Data supplied
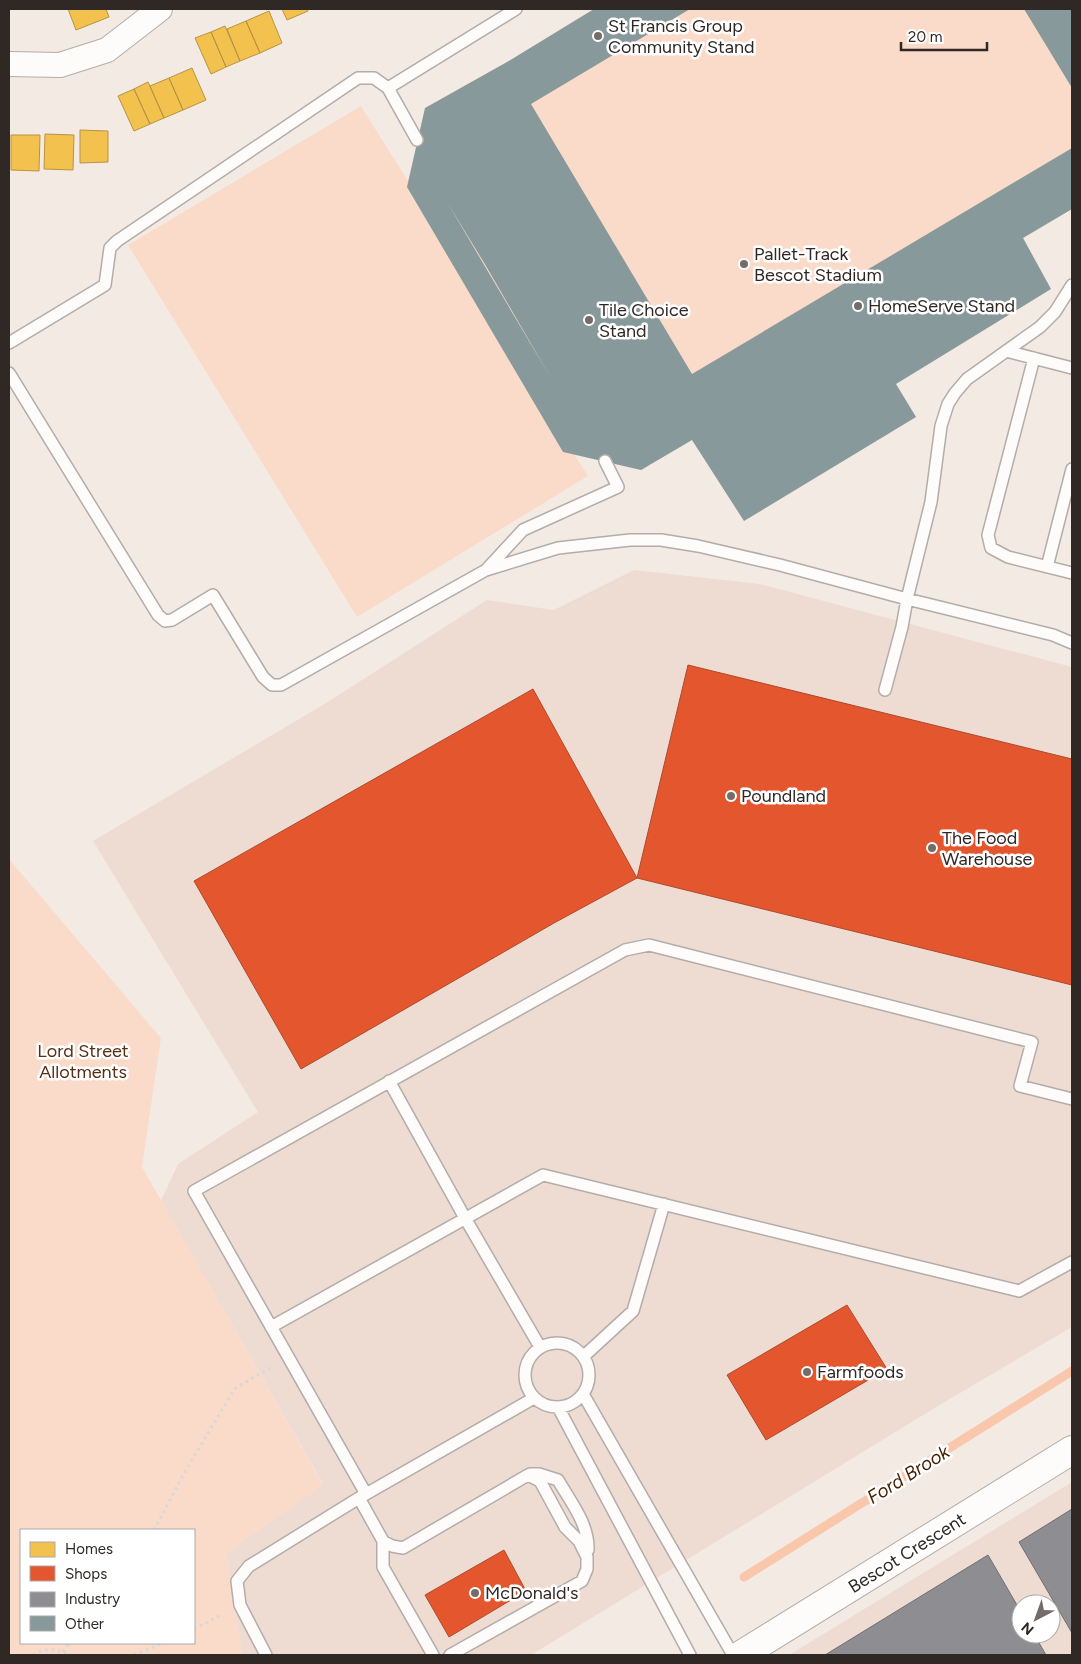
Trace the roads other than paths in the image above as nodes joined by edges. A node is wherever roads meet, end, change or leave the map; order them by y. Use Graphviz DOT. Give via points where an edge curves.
graph roads {
  1 [pos="160,9"];
  2 [pos="516,9"];
  3 [pos="9,64"];
  4 [pos="388,88"];
  5 [pos="418,140"];
  6 [pos="1072,285"];
  7 [pos="9,343"];
  8 [pos="1006,351"];
  9 [pos="1034,358"];
  10 [pos="1072,368"];
  11 [pos="9,372"];
  12 [pos="605,461"];
  13 [pos="1072,470"];
  14 [pos="1047,567"];
  15 [pos="486,570"];
  16 [pos="1072,573"];
  17 [pos="906,599"];
  18 [pos="1072,643"];
  19 [pos="885,690"];
  20 [pos="389,1081"];
  21 [pos="1072,1099"];
  22 [pos="664,1204"];
  23 [pos="465,1218"];
  24 [pos="1072,1262"];
  25 [pos="271,1327"];
  26 [pos="540,1347"];
  27 [pos="584,1356"];
  28 [pos="583,1394"];
  29 [pos="534,1398"];
  30 [pos="558,1407"];
  31 [pos="1072,1450"];
  32 [pos="528,1475"];
  33 [pos="362,1496"];
  34 [pos="383,1541"];
  35 [pos="587,1557"];
  36 [pos="266,1655"];
  37 [pos="433,1655"];
  38 [pos="450,1655"];
  39 [pos="690,1655"];
  40 [pos="733,1655"];
  41 [pos="742,1655"];
  1 -- 3 [label="street" via="107,50 60,65"];
  2 -- 4 [label="lane"];
  4 -- 5 [label="lane"];
  4 -- 7 [label="lane" via="374,78 358,78 350,83 117,241 110,248 105,285"];
  6 -- 8 [label="lane" via="1055,312 1040,327"];
  8 -- 9 [label="lane"];
  8 -- 17 [label="lane" via="967,379 948,404 941,426 931,502"];
  9 -- 10 [label="lane"];
  9 -- 14 [label="lane" via="988,535 991,548 1008,557"];
  11 -- 15 [label="lane" via="158,615 165,621 172,620 212,595 263,677 272,685 282,685"];
  12 -- 15 [label="lane" via="618,487 523,530"];
  13 -- 14 [label="lane"];
  14 -- 16 [label="lane"];
  15 -- 17 [label="lane" via="558,548 661,540 780,565"];
  17 -- 18 [label="lane" via="1052,635"];
  17 -- 19 [label="lane"];
  20 -- 21 [label="lane" via="624,950 649,945 1032,1042 1020,1086"];
  20 -- 23 [label="lane"];
  20 -- 25 [label="lane" via="194,1190"];
  22 -- 23 [label="lane" via="543,1175"];
  22 -- 24 [label="lane" via="1019,1291"];
  22 -- 27 [label="lane" via="633,1311"];
  23 -- 25 [label="lane"];
  23 -- 26 [label="lane"];
  25 -- 33 [label="lane"];
  26 -- 27 [label="lane" via="559,1342 577,1349"];
  26 -- 29 [label="lane" via="524,1371 528,1390"];
  27 -- 28 [label="lane" via="589,1375"];
  28 -- 30 [label="lane" via="568,1406"];
  28 -- 40 [label="lane"];
  29 -- 30 [label="lane"];
  29 -- 33 [label="lane"];
  30 -- 39 [label="lane"];
  31 -- 41 [label="street, Bescot Crescent"];
  32 -- 34 [label="lane" via="404,1548"];
  32 -- 35 [label="lane" via="540,1481 565,1527 579,1541"];
  32 -- 35 [label="lane" via="539,1474 558,1480 581,1518 588,1545"];
  33 -- 34 [label="lane"];
  33 -- 36 [label="lane" via="249,1566 237,1581 240,1605"];
  34 -- 37 [label="lane" via="383,1567"];
  35 -- 38 [label="lane" via="587,1570 582,1581"];
}
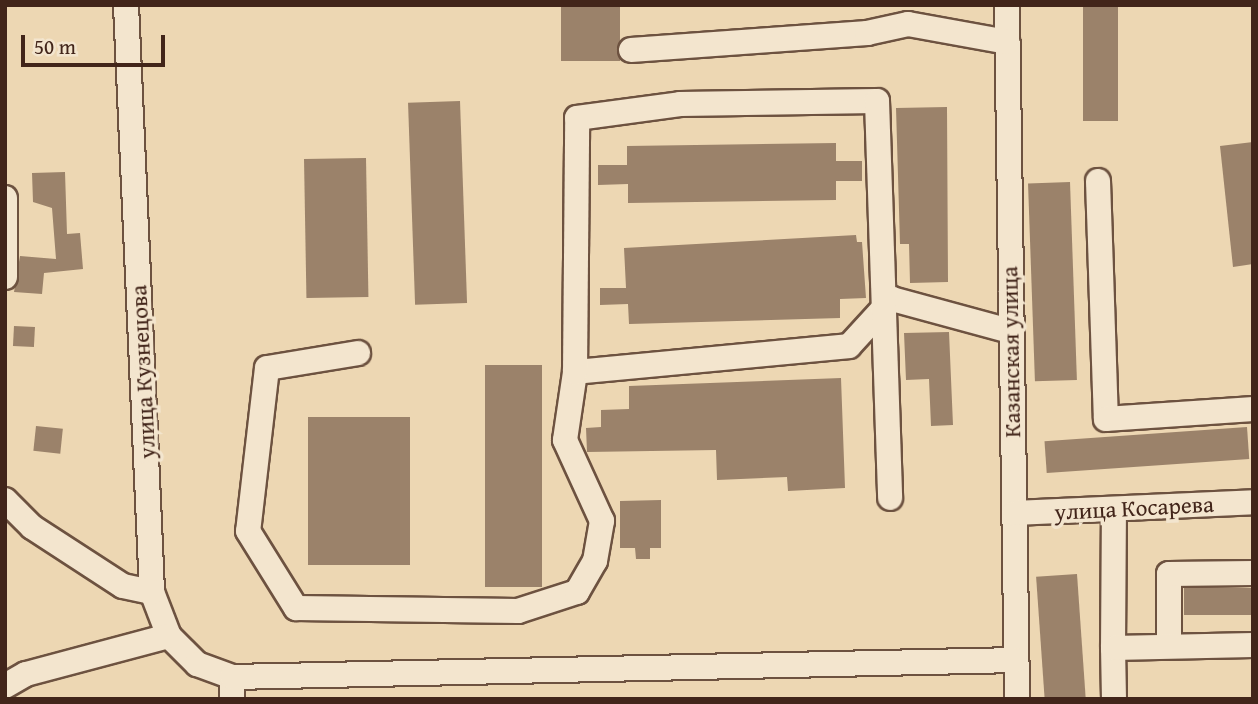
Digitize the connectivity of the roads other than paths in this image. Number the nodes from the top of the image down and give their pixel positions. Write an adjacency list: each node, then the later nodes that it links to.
1 (126, 5): 20 (street, улица Кузнецова)
2 (1007, 5): 4 (street, Казанская улица)
3 (904, 15): 4 (street); 5 (street)
4 (1007, 42): 10 (street, Казанская улица)
5 (631, 50)
6 (1098, 180): 13 (street)
7 (5, 198): 8 (street)
8 (5, 277)
9 (884, 308): 10 (street); 12 (street); 12 (street); 14 (street)
10 (1010, 331): 18 (street, Казанская улица)
11 (358, 353): 12 (street)
12 (575, 372)
13 (1253, 409)
14 (890, 498)
15 (5, 500): 20 (street)
16 (1253, 502): 17 (street, улица Косарева)
17 (1114, 511): 18 (street, улица Косарева); 24 (street)
18 (1015, 513): 25 (street, Казанская улица)
19 (1253, 573): 22 (street)
20 (152, 592): 21 (street, улица Кузнецова)
21 (169, 636): 26 (street); 27 (street, улица Кузнецова)
22 (1169, 645): 23 (street); 24 (street)
23 (1253, 645)
24 (1113, 648): 29 (street)
25 (1015, 660): 27 (street); 28 (street, Казанская улица)
26 (5, 686)
27 (232, 688)
28 (1017, 699)
29 (1114, 699)

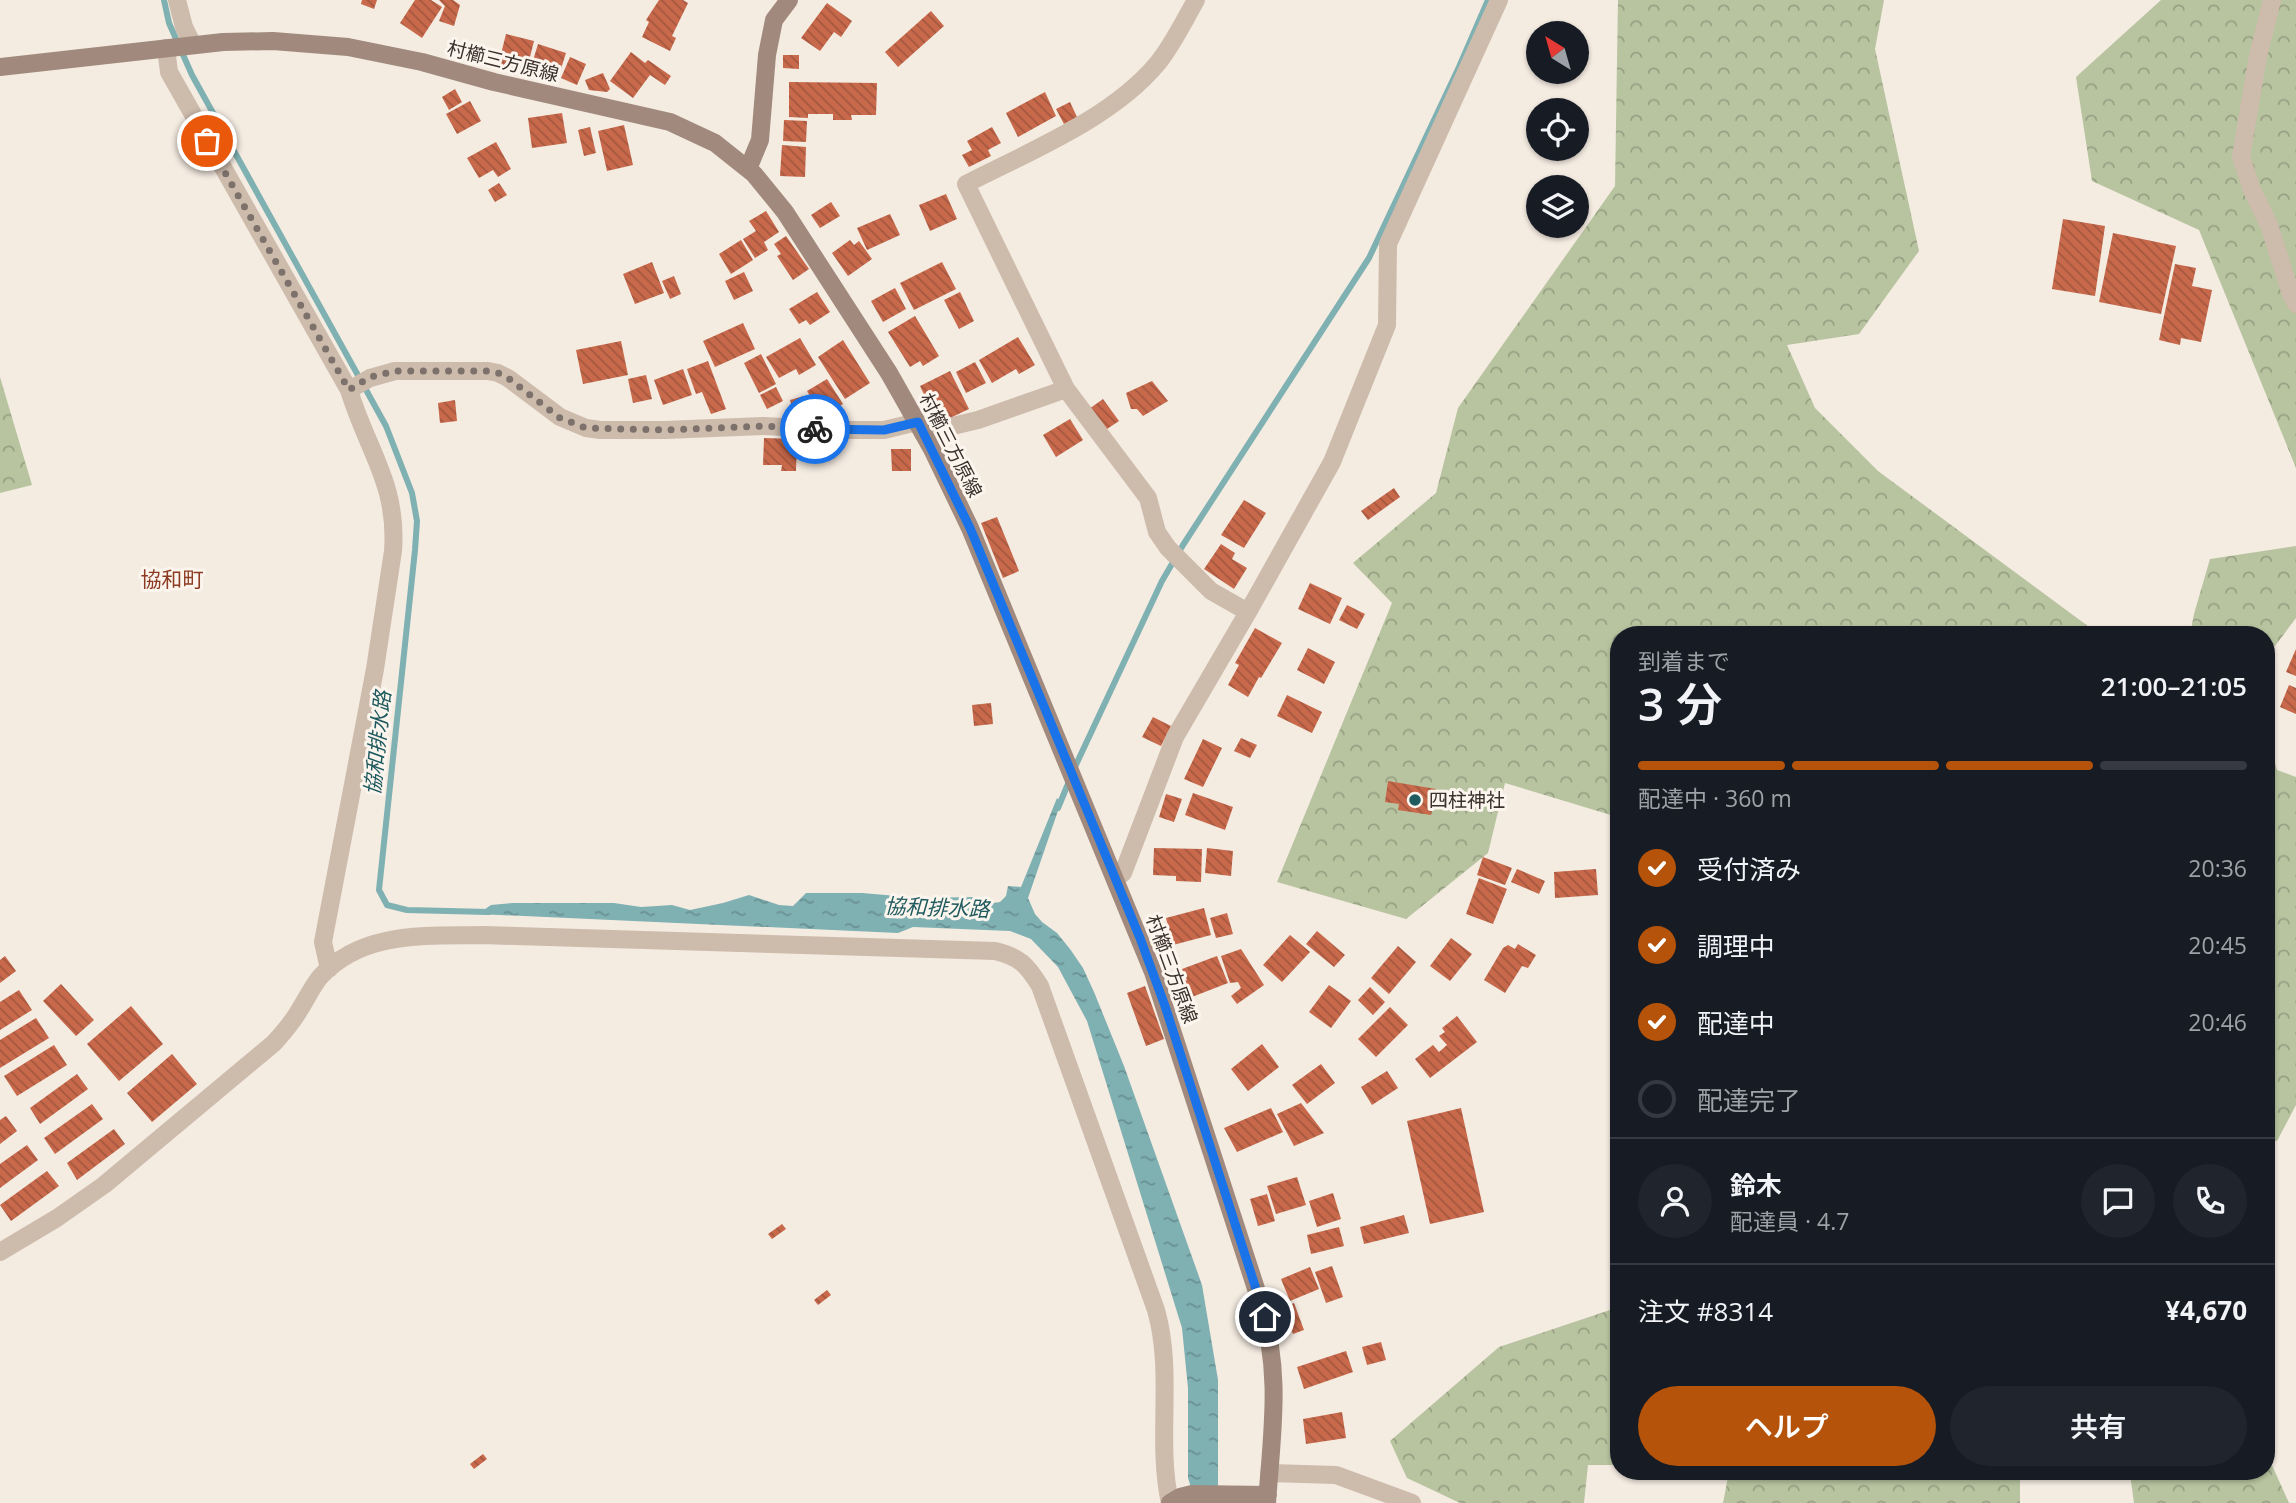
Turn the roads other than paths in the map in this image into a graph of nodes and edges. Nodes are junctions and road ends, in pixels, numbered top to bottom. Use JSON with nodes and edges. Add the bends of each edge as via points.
{"nodes":[{"id":1,"x":177,"y":0,"type":"edge"},
{"id":2,"x":789,"y":0,"type":"edge"},
{"id":3,"x":1196,"y":0,"type":"edge"},
{"id":4,"x":1499,"y":0,"type":"edge"},
{"id":5,"x":2272,"y":0,"type":"edge"},
{"id":6,"x":191,"y":45,"type":"junction"},
{"id":7,"x":168,"y":48,"type":"junction"},
{"id":8,"x":0,"y":67,"type":"edge"},
{"id":9,"x":748,"y":169,"type":"junction"},
{"id":10,"x":2296,"y":304,"type":"edge"},
{"id":11,"x":351,"y":388,"type":"junction"},
{"id":12,"x":1066,"y":389,"type":"junction"},
{"id":13,"x":920,"y":427,"type":"junction"},
{"id":14,"x":1248,"y":612,"type":"junction"},
{"id":15,"x":1115,"y":879,"type":"junction"},
{"id":16,"x":329,"y":969,"type":"junction"},
{"id":17,"x":0,"y":1252,"type":"edge"},
{"id":18,"x":1269,"y":1473,"type":"junction"},
{"id":19,"x":1262,"y":1498,"type":"edge"},
{"id":20,"x":1170,"y":1503,"type":"edge"},
{"id":21,"x":1412,"y":1503,"type":"edge"}],
"edges":[{"from":1,"to":6,"type":"street"},
{"from":2,"to":9,"type":"main road","via":[[774,20],[760,139]]},
{"from":3,"to":12,"type":"street","via":[[1157,64],[1133,87],[1093,118],[966,184]]},
{"from":4,"to":14,"type":"street","via":[[1388,244],[1387,326],[1332,462]]},
{"from":5,"to":10,"type":"street","via":[[2241,157]]},
{"from":6,"to":7,"type":"main road","name":"村櫛三方原線"},
{"from":6,"to":9,"type":"main road","name":"村櫛三方原線","via":[[298,42],[397,56],[670,122],[715,144]]},
{"from":7,"to":8,"type":"main road","name":"村櫛三方原線"},
{"from":7,"to":11,"type":"street","via":[[169,72]]},
{"from":9,"to":13,"type":"main road","name":"村櫛三方原線","via":[[785,212]]},
{"from":11,"to":13,"type":"street","via":[[395,371],[488,371],[498,373],[560,418],[600,430]]},
{"from":11,"to":16,"type":"street","via":[[357,417],[387,484],[394,534],[375,669],[323,942]]},
{"from":12,"to":13,"type":"street","via":[[978,420]]},
{"from":12,"to":14,"type":"street","via":[[1147,498],[1157,532],[1168,548],[1211,592]]},
{"from":13,"to":15,"type":"main road","name":"村櫛三方原線","via":[[970,528]]},
{"from":14,"to":15,"type":"street","via":[[1175,737],[1123,873]]},
{"from":15,"to":18,"type":"main road","name":"村櫛三方原線","via":[[1165,1006],[1265,1317],[1275,1383]]},
{"from":16,"to":17,"type":"street","via":[[274,1043],[104,1185]]},
{"from":16,"to":20,"type":"street","via":[[375,943],[455,935],[981,950],[1022,962],[1046,1001],[1158,1320],[1163,1351],[1165,1481]]},
{"from":18,"to":19,"type":"main road","name":"村櫛三方原線"},
{"from":18,"to":21,"type":"street","via":[[1336,1475]]},
{"from":19,"to":20,"type":"main road","via":[[1192,1494]]}]}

Task requirements
Only a number should come back: the count of lines above that include "each".

Exercise output
2